Karlsruhe [[:is located in::Germany]]
would show up as Karlsruhe is located in Germany (the : before is located in saves typing). Other examples: in the Washington D.C. article, you can add [[is capital of:: United States of America]]. The types of relationships (“is capital of”) can proliferate endlessly. - attributes, which specify simple properties related to the content of an article without creating a link to a new article. For example,
[[population:=3,396,990]]
Adding semantic information to links is a good idea, and hewing closely to the current Wikipedia syntax is a smart tactic. But here’s why I’m not more optimistic: this solution combines the messiness of tagging with the bother of writing machine readable syntax. This combo reminds me of a great Simpsons quote, where Homer says, “Nuts and gum, together at last!” Tagging and semantic are not complementary functions – tagging was invented to put humans first, to relieve our fuzzy brains from the mechanical strictures of machine readable categorization; writing relationships in a machine readable format puts the machine squarely in front. It requires the proliferation of wikipedia type articles to explain each of the typed relationships and property names, which can quickly become unmaintainable by humans, exacerbating the very problem it’s trying to solve.
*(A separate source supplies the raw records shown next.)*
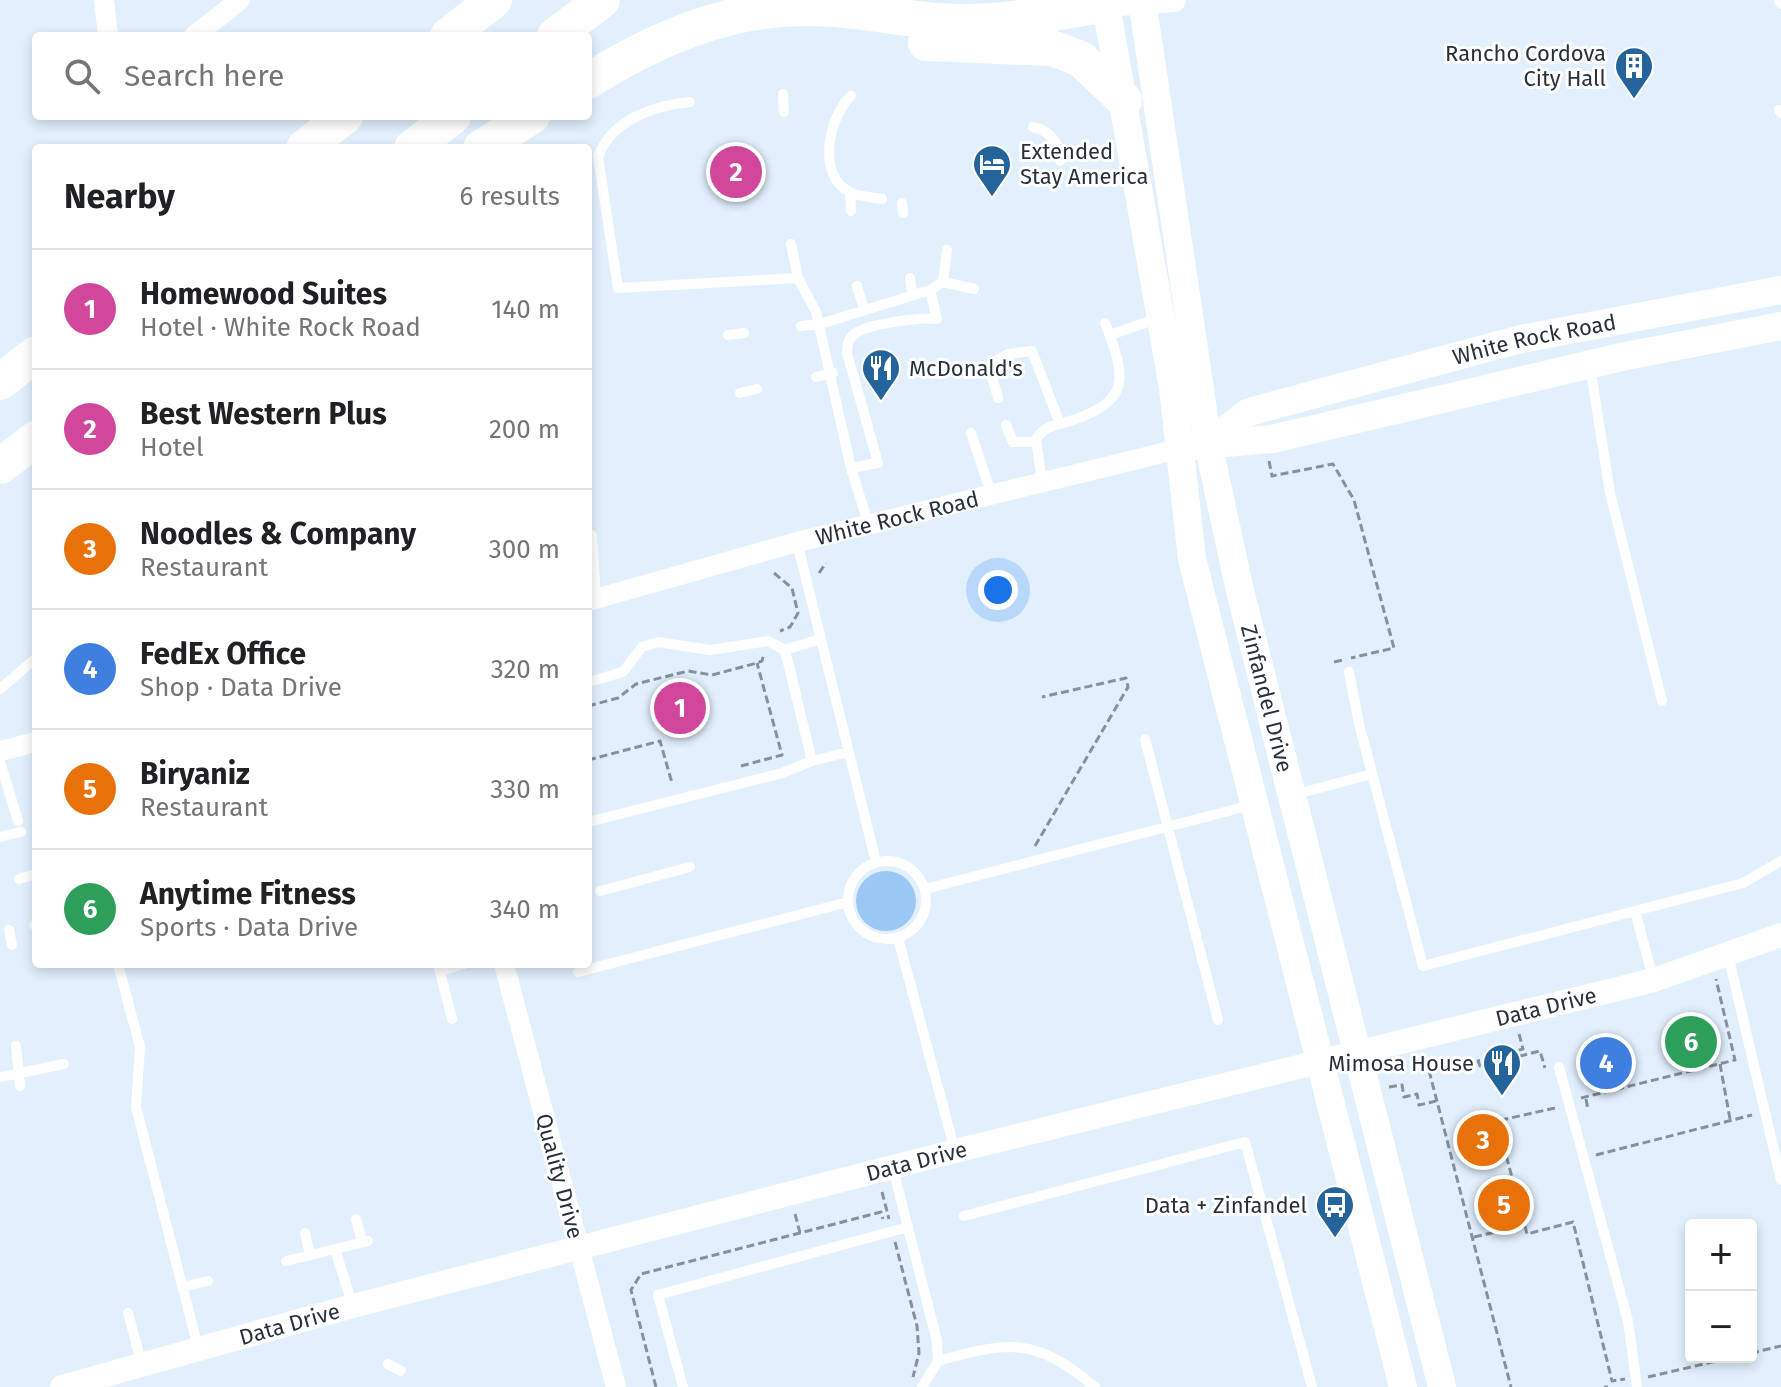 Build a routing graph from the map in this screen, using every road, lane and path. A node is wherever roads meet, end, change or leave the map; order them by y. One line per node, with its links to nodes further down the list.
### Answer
1 (104, 0): 10 (street)
2 (240, 0): 11 (street)
3 (471, 0): 12 (highway)
4 (494, 0): 13 (highway)
5 (602, 0): 14 (highway)
6 (1174, 0): 7 (street)
7 (1143, 1): 8 (street); 66 (main road, Zinfandel Drive)
8 (1107, 2): 9 (highway); 18 (main road, Zinfandel Drive)
9 (811, 8): 15 (highway); 18 (highway)
10 (108, 32)
11 (199, 32)
12 (441, 32)
13 (453, 32)
14 (560, 32)
15 (592, 79)
16 (783, 94): 20 (lane)
17 (851, 96): 31 (lane)
18 (1124, 100): 45 (main road, Zinfandel Drive)
19 (690, 102): 28 (lane)
20 (784, 112)
21 (340, 120): 25 (highway)
22 (448, 120): 26 (highway)
23 (526, 120): 27 (highway)
24 (1033, 127): 30 (lane)
25 (309, 144)
26 (417, 144)
27 (487, 144)
28 (602, 146): 29 (lane); 36 (lane)
29 (592, 152)
30 (1060, 161)
31 (850, 192): 32 (lane); 33 (lane)
32 (882, 199)
33 (851, 211)
34 (791, 244): 36 (lane)
35 (947, 250): 38 (lane)
36 (798, 278): 47 (lane)
37 (910, 278): 43 (lane)
38 (943, 282): 40 (lane); 41 (lane)
39 (857, 286): 44 (lane)
40 (974, 289)
41 (930, 290): 43 (lane); 70 (lane)
42 (1781, 290): 66 (main road, White Rock Road)
43 (912, 293): 44 (lane)
44 (864, 309): 47 (lane)
45 (1161, 318): 52 (lane); 67 (main road, Zinfandel Drive)
46 (1105, 323): 52 (lane)
47 (820, 324): 48 (lane); 55 (lane)
48 (801, 326)
49 (1781, 326): 54 (main road, White Rock Road)
50 (744, 333): 51 (lane)
51 (728, 335)
52 (1110, 335): 61 (lane)
53 (32, 357): 57 (highway)
54 (1590, 364): 66 (main road, White Rock Road); 86 (lane)
55 (833, 373): 56 (lane); 70 (lane)
56 (816, 377)
57 (0, 382)
58 (757, 389): 59 (lane)
59 (740, 393)
60 (998, 398): 61 (lane)
61 (1060, 424): 65 (lane)
62 (1006, 425): 65 (lane)
63 (971, 433): 72 (lane)
64 (32, 442): 69 (highway)
65 (1036, 442): 71 (lane)
66 (1208, 443): 67 (main road, White Rock Road); 97 (main road, Zinfandel Drive)
67 (1179, 449): 71 (street, White Rock Road); 76 (main road, Zinfandel Drive)
68 (1269, 461): 80 (path)
69 (0, 466)
70 (851, 468): 73 (lane)
71 (1042, 483): 72 (street, White Rock Road)
72 (992, 496): 73 (street, White Rock Road)
73 (869, 526): 74 (street, White Rock Road)
74 (797, 542): 75 (street, White Rock Road); 77 (lane)
75 (592, 600)
76 (1206, 616): 97 (main road); 98 (main road, Zinfandel Drive)
77 (820, 639): 78 (lane); 90 (lane)
78 (785, 650): 83 (lane); 92 (lane)
79 (32, 661): 84 (lane)
80 (1334, 662)
81 (757, 663): 94 (path)
82 (1349, 672): 95 (lane)
83 (592, 681)
84 (0, 689)
85 (1042, 697): 102 (path)
86 (1662, 701)
87 (1145, 739): 100 (lane)
88 (32, 743): 89 (street)
89 (0, 751)
90 (848, 752): 92 (lane); 104 (lane)
91 (592, 759): 96 (path)
92 (812, 761): 99 (lane)
93 (0, 762): 101 (lane)
94 (741, 766)
95 (1372, 774): 97 (lane); 112 (lane)
96 (672, 783)
97 (1291, 795): 107 (main road, Zinfandel Drive)
98 (1254, 804): 100 (lane); 107 (main road); 129 (main road, Zinfandel Drive)
99 (592, 821)
100 (1168, 827): 109 (lane); 124 (lane)
101 (0, 837)
102 (1022, 850)
103 (1781, 861): 112 (lane)
104 (876, 862): 109 (lane); 111 (lane)
105 (690, 867): 110 (lane)
106 (32, 875): 108 (lane)
107 (1313, 875): 127 (main road, Zinfandel Drive)
108 (19, 879)
109 (925, 889): 115 (lane)
110 (600, 891)
111 (848, 902): 115 (lane); 121 (lane)
112 (1635, 911): 122 (lane)
113 (9, 930): 116 (lane)
114 (1778, 931): 117 (street, Data Drive)
115 (898, 938): 145 (lane)
116 (12, 945)
117 (1722, 964): 122 (street, Data Drive); 131 (path); 141 (lane)
118 (119, 968): 164 (lane)
119 (439, 968): 123 (lane)
120 (505, 968): 160 (street, Quality Drive)
121 (578, 972)
122 (1654, 980): 127 (street, Data Drive)
123 (452, 1019)
124 (1218, 1020)
125 (1518, 1030): 135 (path)
126 (16, 1046): 133 (lane)
127 (1360, 1052): 129 (street, Data Drive); 184 (main road, Zinfandel Drive)
128 (1426, 1059): 140 (path)
129 (1317, 1063): 145 (street, Data Drive); 183 (main road, Zinfandel Drive)
130 (64, 1064): 133 (lane)
131 (1720, 1064): 139 (path); 144 (path)
132 (1559, 1067): 142 (lane)
133 (16, 1073): 134 (lane); 136 (lane)
134 (0, 1077)
135 (1548, 1079)
136 (20, 1086)
137 (1385, 1088): 140 (path)
138 (1579, 1092): 139 (path)
139 (1586, 1099): 143 (path)
140 (1436, 1101): 158 (path)
141 (1765, 1112): 144 (path); 148 (lane)
142 (1573, 1114): 153 (path); 176 (lane)
143 (1587, 1118)
144 (1730, 1119): 146 (path)
145 (955, 1151): 147 (street, Data Drive)
146 (1594, 1156)
147 (893, 1167): 154 (lane); 160 (street, Data Drive)
148 (1781, 1180)
149 (882, 1192): 155 (path)
150 (795, 1214): 157 (path)
151 (964, 1216): 182 (lane)
152 (356, 1219): 159 (lane)
153 (1525, 1225): 158 (path); 175 (path)
154 (908, 1227): 155 (lane); 170 (lane)
155 (892, 1231): 177 (path); 180 (lane)
156 (305, 1233): 161 (lane)
157 (800, 1233)
158 (1472, 1238): 185 (path)
159 (335, 1249): 161 (lane); 165 (lane)
160 (579, 1250): 165 (street, Data Drive); 179 (street, Quality Drive)
161 (310, 1255): 162 (lane)
162 (286, 1261)
163 (208, 1281): 164 (lane)
164 (182, 1287): 168 (lane)
165 (353, 1306): 168 (street, Data Drive)
166 (128, 1313): 173 (lane)
167 (1781, 1346): 169 (path)
168 (198, 1349): 173 (street, Data Drive)
169 (1757, 1352)
170 (938, 1361): 177 (lane); 181 (lane)
171 (1708, 1363): 187 (path)
172 (388, 1364): 174 (lane)
173 (142, 1365): 178 (street, Data Drive)
174 (401, 1371)
175 (1612, 1381): 176 (path); 186 (path)
176 (1636, 1383)
177 (922, 1386)
178 (62, 1387)
179 (616, 1387)
180 (683, 1387)
181 (1095, 1387)
182 (1312, 1387)
183 (1403, 1387)
184 (1442, 1387)
185 (1511, 1387)
186 (1607, 1387)
187 (1647, 1387) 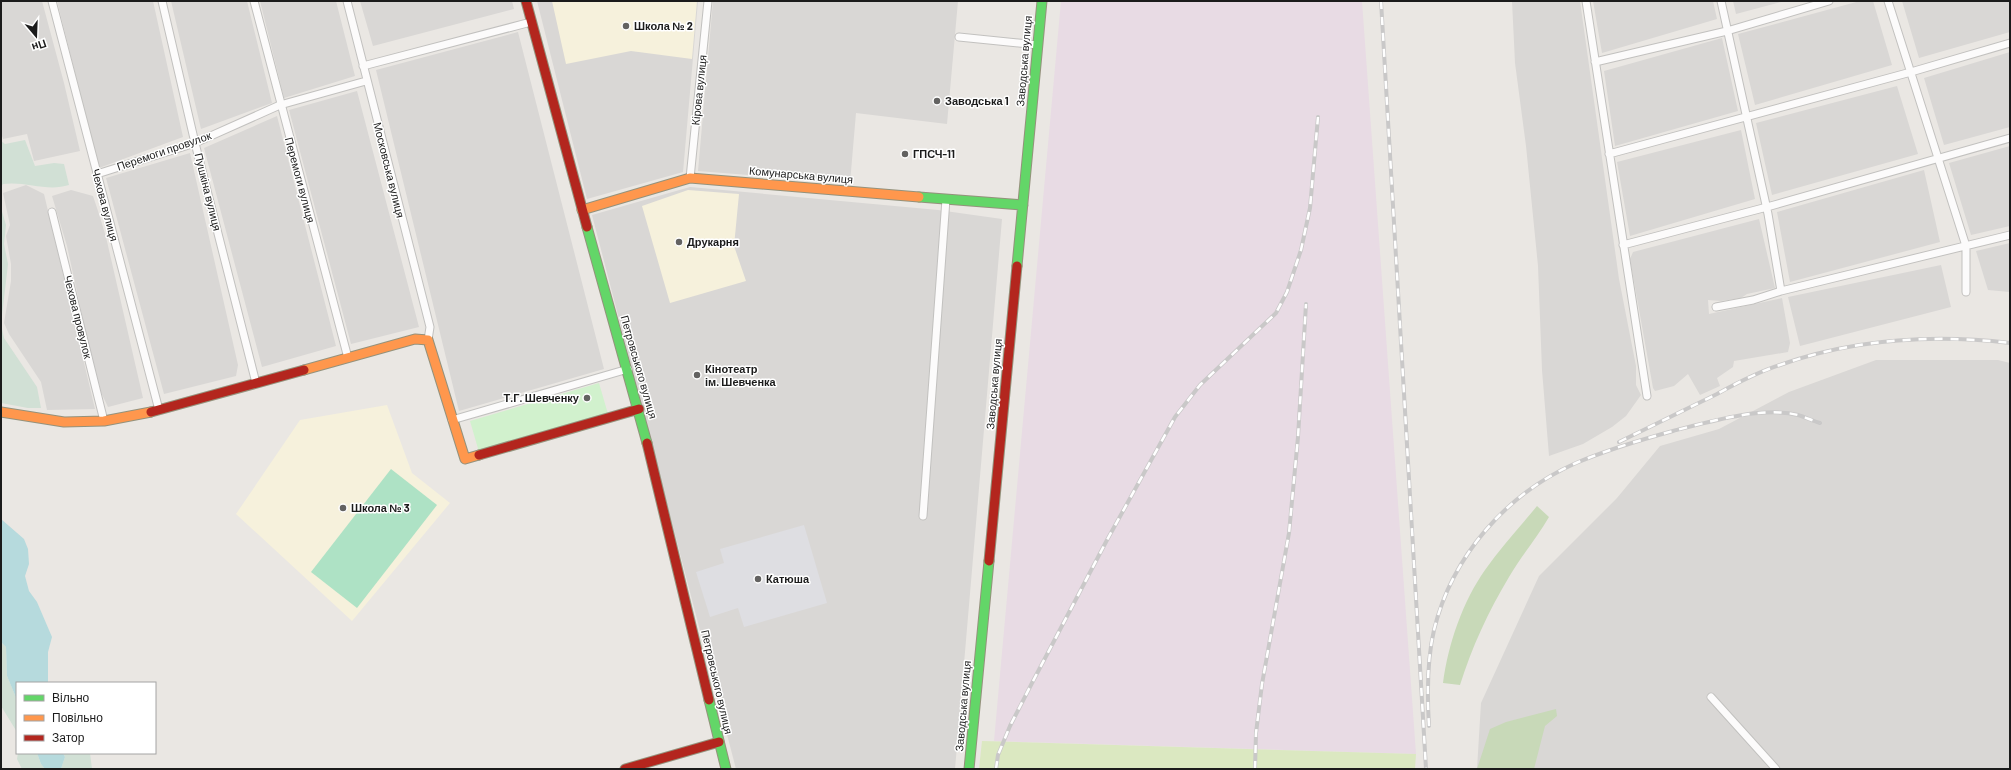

But perhaps I am underestimating the power of the network. Maybe the dedication of the Wikipedia community can overcome those intractible systemic problems. Through the quiet work of the gardeners who sleeplessly tend their alphanumeric plots, the fact-checkers and passers-by, maybe the SemanticWiki will sprout links with both human and computer sensible meanings. It’s feasible that the size of the network will self-generate consensus on the typology and terminology for links. And it’s likely that if Wikipedia does it, it won’t be long before semantic linking makes its way into the rest of the web in some fashion. If this is a success, I can foresee the semantic web becoming a reality, finally bursting forth from the SemanticWiki seed.
UPDATE:
I left off the part about how humans benefit from SemanticWiki type links. Obviously this better be good for something other than bringing our computers up to a second grade reading level. It should enable computers to do what they do best: sort through massive piles of information in milliseconds.
How can I search, using semantic annotations? – It is possible to search for the entered information in two differnt ways. On the one hand, one can enter inline queries in articles. The results of these queries are then inserted into the article instead of the query. On the other hand, one can use a basic search form, which also allows you to do some nice things, such as picture search and basic wildcard search.
For example, if I wanted to write an article on Acting in Boston, I might want a list of all the actors who were born in Boston. How would I do this now? I would count on the network to maintain a list of Bostonian thespians. But with SemanticWiki I can just add this: <ask>[[Category:Actor]] [[born in::Boston]], which will replace the inline query with the desired list of actors.
To do a more straightforward search I would go to the basic search page. If I had any questions about Berlin, I would enter it into the Subject field. SemanticWiki would return a list of short sentences where Berlin is the subject.
But this semantic functionality is limited to simple constructions and nouns—it is not well suited for concepts like 'politics,' or 'vacation'. One other point: SemanticWiki relationships are bounded by the size of the wiki. Yes, digital encyclopedias will eventually cover a wide range of human knowledge, but never all. In the end, SemanticWiki promises a digital network populated by better links, but it will take the cooperation of the vast human network to build it up.